[Stored dataset items]

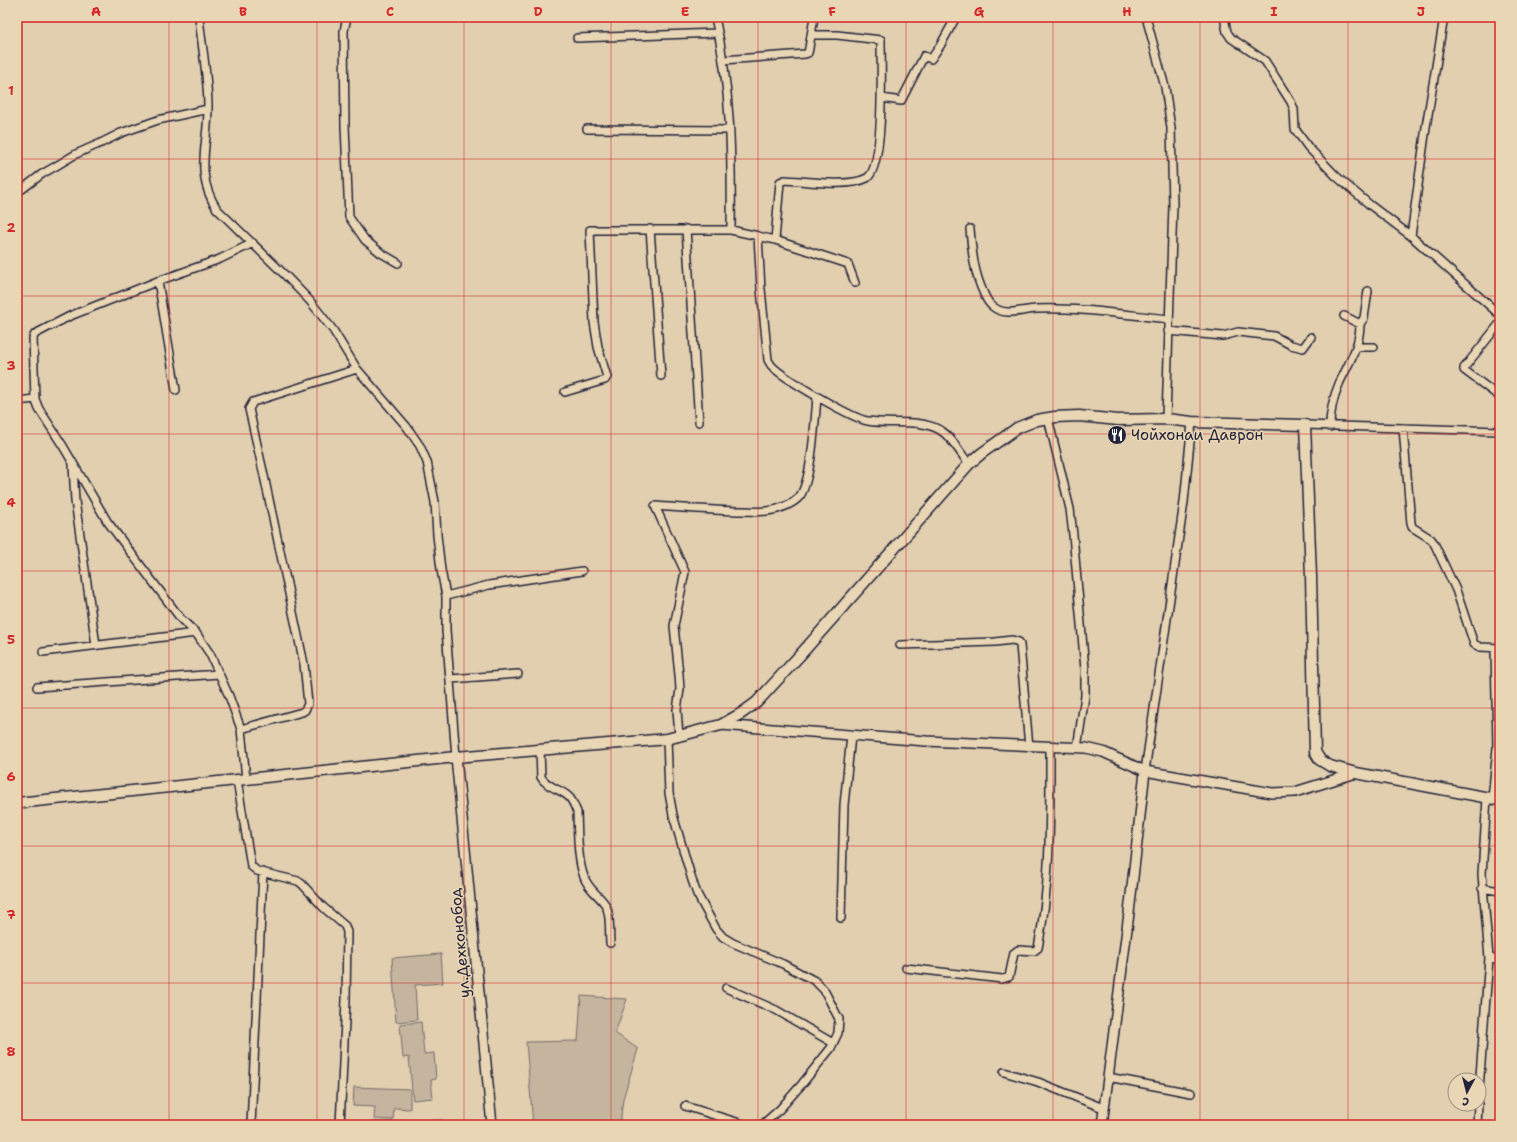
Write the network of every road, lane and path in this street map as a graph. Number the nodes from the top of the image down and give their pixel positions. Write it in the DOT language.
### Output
graph roads {
  1 [pos="199,17"];
  2 [pos="347,17"];
  3 [pos="715,17"];
  4 [pos="814,17"];
  5 [pos="956,17"];
  6 [pos="1146,17"];
  7 [pos="1224,17"];
  8 [pos="1444,17"];
  9 [pos="718,33"];
  10 [pos="812,35"];
  11 [pos="577,38"];
  12 [pos="723,60"];
  13 [pos="882,98"];
  14 [pos="208,109"];
  15 [pos="587,129"];
  16 [pos="730,130"];
  17 [pos="17,193"];
  18 [pos="650,229"];
  19 [pos="686,229"];
  20 [pos="970,229"];
  21 [pos="730,230"];
  22 [pos="758,236"];
  23 [pos="1411,236"];
  24 [pos="775,240"];
  25 [pos="253,243"];
  26 [pos="398,263"];
  27 [pos="158,280"];
  28 [pos="855,283"];
  29 [pos="1368,291"];
  30 [pos="1500,315"];
  31 [pos="1344,316"];
  32 [pos="1169,319"];
  33 [pos="1500,323"];
  34 [pos="1360,324"];
  35 [pos="1168,331"];
  36 [pos="1311,337"];
  37 [pos="1356,347"];
  38 [pos="1374,347"];
  39 [pos="357,369"];
  40 [pos="661,376"];
  41 [pos="176,390"];
  42 [pos="565,392"];
  43 [pos="817,397"];
  44 [pos="1500,398"];
  45 [pos="35,399"];
  46 [pos="17,401"];
  47 [pos="1048,418"];
  48 [pos="1166,419"];
  49 [pos="699,422"];
  50 [pos="1192,422"];
  51 [pos="1305,425"];
  52 [pos="1330,426"];
  53 [pos="1403,428"];
  54 [pos="1500,431"];
  55 [pos="73,463"];
  56 [pos="969,464"];
  57 [pos="582,571"];
  58 [pos="446,596"];
  59 [pos="196,634"];
  60 [pos="96,645"];
  61 [pos="900,645"];
  62 [pos="1498,648"];
  63 [pos="43,652"];
  64 [pos="219,674"];
  65 [pos="518,674"];
  66 [pos="450,679"];
  67 [pos="37,686"];
  68 [pos="721,726"];
  69 [pos="241,729"];
  70 [pos="679,736"];
  71 [pos="851,736"];
  72 [pos="667,738"];
  73 [pos="1028,747"];
  74 [pos="1050,747"];
  75 [pos="1077,748"];
  76 [pos="540,750"];
  77 [pos="456,757"];
  78 [pos="1145,771"];
  79 [pos="1356,773"];
  80 [pos="242,780"];
  81 [pos="1493,799"];
  82 [pos="17,804"];
  83 [pos="263,872"];
  84 [pos="1482,888"];
  85 [pos="1500,891"];
  86 [pos="840,918"];
  87 [pos="610,943"];
  88 [pos="1489,958"];
  89 [pos="1500,960"];
  90 [pos="906,968"];
  91 [pos="726,988"];
  92 [pos="834,1043"];
  93 [pos="1004,1072"];
  94 [pos="1480,1072"];
  95 [pos="1108,1077"];
  96 [pos="1191,1094"];
  97 [pos="685,1106"];
  98 [pos="1103,1108"];
  99 [pos="1478,1112"];
  100 [pos="251,1125"];
  101 [pos="340,1125"];
  102 [pos="492,1125"];
  103 [pos="746,1125"];
  104 [pos="762,1125"];
  105 [pos="1102,1125"];
  106 [pos="1477,1125"];
  1 -- 14 [label="street"];
  2 -- 26 [label="street"];
  3 -- 9 [label="street"];
  4 -- 10 [label="street"];
  5 -- 13 [label="street"];
  6 -- 32 [label="street"];
  7 -- 23 [label="street"];
  8 -- 23 [label="street"];
  9 -- 11 [label="street"];
  9 -- 12 [label="street"];
  10 -- 12 [label="street"];
  10 -- 13 [label="street"];
  12 -- 16 [label="street"];
  13 -- 24 [label="street"];
  14 -- 17 [label="street"];
  14 -- 25 [label="street"];
  15 -- 16 [label="street"];
  16 -- 21 [label="street"];
  18 -- 19 [label="street"];
  18 -- 40 [label="street"];
  18 -- 42 [label="street"];
  19 -- 21 [label="street"];
  19 -- 49 [label="street"];
  20 -- 32 [label="street"];
  21 -- 22 [label="street"];
  22 -- 24 [label="street"];
  22 -- 43 [label="street"];
  23 -- 30 [label="street"];
  24 -- 28 [label="street"];
  25 -- 27 [label="street"];
  25 -- 39 [label="street"];
  27 -- 41 [label="street"];
  27 -- 45 [label="street"];
  29 -- 34 [label="street"];
  31 -- 34 [label="street"];
  32 -- 35 [label="street"];
  33 -- 44 [label="street"];
  34 -- 37 [label="street"];
  35 -- 36 [label="street"];
  35 -- 48 [label="street"];
  37 -- 38 [label="street"];
  37 -- 52 [label="street"];
  39 -- 58 [label="street"];
  39 -- 69 [label="street"];
  43 -- 56 [label="street"];
  43 -- 70 [label="street"];
  45 -- 46 [label="street"];
  45 -- 55 [label="street"];
  47 -- 48 [label="main road"];
  47 -- 56 [label="main road"];
  47 -- 75 [label="street"];
  48 -- 50 [label="main road"];
  50 -- 51 [label="main road"];
  50 -- 78 [label="street"];
  51 -- 52 [label="street"];
  51 -- 79 [label="main road"];
  52 -- 53 [label="street"];
  53 -- 54 [label="street"];
  53 -- 62 [label="street"];
  55 -- 59 [label="street"];
  55 -- 60 [label="street"];
  56 -- 68 [label="main road"];
  57 -- 58 [label="street"];
  58 -- 66 [label="street"];
  59 -- 60 [label="street"];
  59 -- 64 [label="street"];
  60 -- 63 [label="street"];
  61 -- 73 [label="street"];
  62 -- 81 [label="street"];
  64 -- 67 [label="street"];
  64 -- 69 [label="street"];
  65 -- 66 [label="street"];
  66 -- 77 [label="street"];
  68 -- 70 [label="main road"];
  68 -- 71 [label="street"];
  69 -- 80 [label="street"];
  70 -- 72 [label="main road"];
  71 -- 73 [label="street"];
  71 -- 86 [label="street"];
  72 -- 76 [label="main road"];
  72 -- 92 [label="street"];
  73 -- 74 [label="street"];
  74 -- 75 [label="street"];
  74 -- 90 [label="street"];
  75 -- 78 [label="street"];
  76 -- 77 [label="main road"];
  76 -- 87 [label="street"];
  77 -- 80 [label="main road"];
  77 -- 102 [label="street, ул.Дехконобод"];
  78 -- 79 [label="street"];
  78 -- 95 [label="street"];
  79 -- 81 [label="main road"];
  80 -- 82 [label="main road"];
  80 -- 83 [label="street"];
  81 -- 84 [label="street"];
  83 -- 100 [label="street"];
  83 -- 101 [label="street"];
  84 -- 85 [label="street"];
  84 -- 88 [label="street"];
  88 -- 89 [label="street"];
  88 -- 94 [label="street"];
  91 -- 92 [label="street"];
  92 -- 104 [label="street"];
  93 -- 98 [label="street"];
  95 -- 96 [label="street"];
  95 -- 98 [label="street"];
  97 -- 103 [label="street"];
  98 -- 105 [label="street"];
  99 -- 106 [label="street"];
}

_Task item:_
Print out the entries once more, unchanged. No pictures.

_Your solution:_
Write the network of every road, lane and path in this street map as a graph. Number the nodes from the top of the image down and give their pixel positions. Write it in the DOT language.
### Output
graph roads {
  1 [pos="199,17"];
  2 [pos="347,17"];
  3 [pos="715,17"];
  4 [pos="814,17"];
  5 [pos="956,17"];
  6 [pos="1146,17"];
  7 [pos="1224,17"];
  8 [pos="1444,17"];
  9 [pos="718,33"];
  10 [pos="812,35"];
  11 [pos="577,38"];
  12 [pos="723,60"];
  13 [pos="882,98"];
  14 [pos="208,109"];
  15 [pos="587,129"];
  16 [pos="730,130"];
  17 [pos="17,193"];
  18 [pos="650,229"];
  19 [pos="686,229"];
  20 [pos="970,229"];
  21 [pos="730,230"];
  22 [pos="758,236"];
  23 [pos="1411,236"];
  24 [pos="775,240"];
  25 [pos="253,243"];
  26 [pos="398,263"];
  27 [pos="158,280"];
  28 [pos="855,283"];
  29 [pos="1368,291"];
  30 [pos="1500,315"];
  31 [pos="1344,316"];
  32 [pos="1169,319"];
  33 [pos="1500,323"];
  34 [pos="1360,324"];
  35 [pos="1168,331"];
  36 [pos="1311,337"];
  37 [pos="1356,347"];
  38 [pos="1374,347"];
  39 [pos="357,369"];
  40 [pos="661,376"];
  41 [pos="176,390"];
  42 [pos="565,392"];
  43 [pos="817,397"];
  44 [pos="1500,398"];
  45 [pos="35,399"];
  46 [pos="17,401"];
  47 [pos="1048,418"];
  48 [pos="1166,419"];
  49 [pos="699,422"];
  50 [pos="1192,422"];
  51 [pos="1305,425"];
  52 [pos="1330,426"];
  53 [pos="1403,428"];
  54 [pos="1500,431"];
  55 [pos="73,463"];
  56 [pos="969,464"];
  57 [pos="582,571"];
  58 [pos="446,596"];
  59 [pos="196,634"];
  60 [pos="96,645"];
  61 [pos="900,645"];
  62 [pos="1498,648"];
  63 [pos="43,652"];
  64 [pos="219,674"];
  65 [pos="518,674"];
  66 [pos="450,679"];
  67 [pos="37,686"];
  68 [pos="721,726"];
  69 [pos="241,729"];
  70 [pos="679,736"];
  71 [pos="851,736"];
  72 [pos="667,738"];
  73 [pos="1028,747"];
  74 [pos="1050,747"];
  75 [pos="1077,748"];
  76 [pos="540,750"];
  77 [pos="456,757"];
  78 [pos="1145,771"];
  79 [pos="1356,773"];
  80 [pos="242,780"];
  81 [pos="1493,799"];
  82 [pos="17,804"];
  83 [pos="263,872"];
  84 [pos="1482,888"];
  85 [pos="1500,891"];
  86 [pos="840,918"];
  87 [pos="610,943"];
  88 [pos="1489,958"];
  89 [pos="1500,960"];
  90 [pos="906,968"];
  91 [pos="726,988"];
  92 [pos="834,1043"];
  93 [pos="1004,1072"];
  94 [pos="1480,1072"];
  95 [pos="1108,1077"];
  96 [pos="1191,1094"];
  97 [pos="685,1106"];
  98 [pos="1103,1108"];
  99 [pos="1478,1112"];
  100 [pos="251,1125"];
  101 [pos="340,1125"];
  102 [pos="492,1125"];
  103 [pos="746,1125"];
  104 [pos="762,1125"];
  105 [pos="1102,1125"];
  106 [pos="1477,1125"];
  1 -- 14 [label="street"];
  2 -- 26 [label="street"];
  3 -- 9 [label="street"];
  4 -- 10 [label="street"];
  5 -- 13 [label="street"];
  6 -- 32 [label="street"];
  7 -- 23 [label="street"];
  8 -- 23 [label="street"];
  9 -- 11 [label="street"];
  9 -- 12 [label="street"];
  10 -- 12 [label="street"];
  10 -- 13 [label="street"];
  12 -- 16 [label="street"];
  13 -- 24 [label="street"];
  14 -- 17 [label="street"];
  14 -- 25 [label="street"];
  15 -- 16 [label="street"];
  16 -- 21 [label="street"];
  18 -- 19 [label="street"];
  18 -- 40 [label="street"];
  18 -- 42 [label="street"];
  19 -- 21 [label="street"];
  19 -- 49 [label="street"];
  20 -- 32 [label="street"];
  21 -- 22 [label="street"];
  22 -- 24 [label="street"];
  22 -- 43 [label="street"];
  23 -- 30 [label="street"];
  24 -- 28 [label="street"];
  25 -- 27 [label="street"];
  25 -- 39 [label="street"];
  27 -- 41 [label="street"];
  27 -- 45 [label="street"];
  29 -- 34 [label="street"];
  31 -- 34 [label="street"];
  32 -- 35 [label="street"];
  33 -- 44 [label="street"];
  34 -- 37 [label="street"];
  35 -- 36 [label="street"];
  35 -- 48 [label="street"];
  37 -- 38 [label="street"];
  37 -- 52 [label="street"];
  39 -- 58 [label="street"];
  39 -- 69 [label="street"];
  43 -- 56 [label="street"];
  43 -- 70 [label="street"];
  45 -- 46 [label="street"];
  45 -- 55 [label="street"];
  47 -- 48 [label="main road"];
  47 -- 56 [label="main road"];
  47 -- 75 [label="street"];
  48 -- 50 [label="main road"];
  50 -- 51 [label="main road"];
  50 -- 78 [label="street"];
  51 -- 52 [label="street"];
  51 -- 79 [label="main road"];
  52 -- 53 [label="street"];
  53 -- 54 [label="street"];
  53 -- 62 [label="street"];
  55 -- 59 [label="street"];
  55 -- 60 [label="street"];
  56 -- 68 [label="main road"];
  57 -- 58 [label="street"];
  58 -- 66 [label="street"];
  59 -- 60 [label="street"];
  59 -- 64 [label="street"];
  60 -- 63 [label="street"];
  61 -- 73 [label="street"];
  62 -- 81 [label="street"];
  64 -- 67 [label="street"];
  64 -- 69 [label="street"];
  65 -- 66 [label="street"];
  66 -- 77 [label="street"];
  68 -- 70 [label="main road"];
  68 -- 71 [label="street"];
  69 -- 80 [label="street"];
  70 -- 72 [label="main road"];
  71 -- 73 [label="street"];
  71 -- 86 [label="street"];
  72 -- 76 [label="main road"];
  72 -- 92 [label="street"];
  73 -- 74 [label="street"];
  74 -- 75 [label="street"];
  74 -- 90 [label="street"];
  75 -- 78 [label="street"];
  76 -- 77 [label="main road"];
  76 -- 87 [label="street"];
  77 -- 80 [label="main road"];
  77 -- 102 [label="street, ул.Дехконобод"];
  78 -- 79 [label="street"];
  78 -- 95 [label="street"];
  79 -- 81 [label="main road"];
  80 -- 82 [label="main road"];
  80 -- 83 [label="street"];
  81 -- 84 [label="street"];
  83 -- 100 [label="street"];
  83 -- 101 [label="street"];
  84 -- 85 [label="street"];
  84 -- 88 [label="street"];
  88 -- 89 [label="street"];
  88 -- 94 [label="street"];
  91 -- 92 [label="street"];
  92 -- 104 [label="street"];
  93 -- 98 [label="street"];
  95 -- 96 [label="street"];
  95 -- 98 [label="street"];
  97 -- 103 [label="street"];
  98 -- 105 [label="street"];
  99 -- 106 [label="street"];
}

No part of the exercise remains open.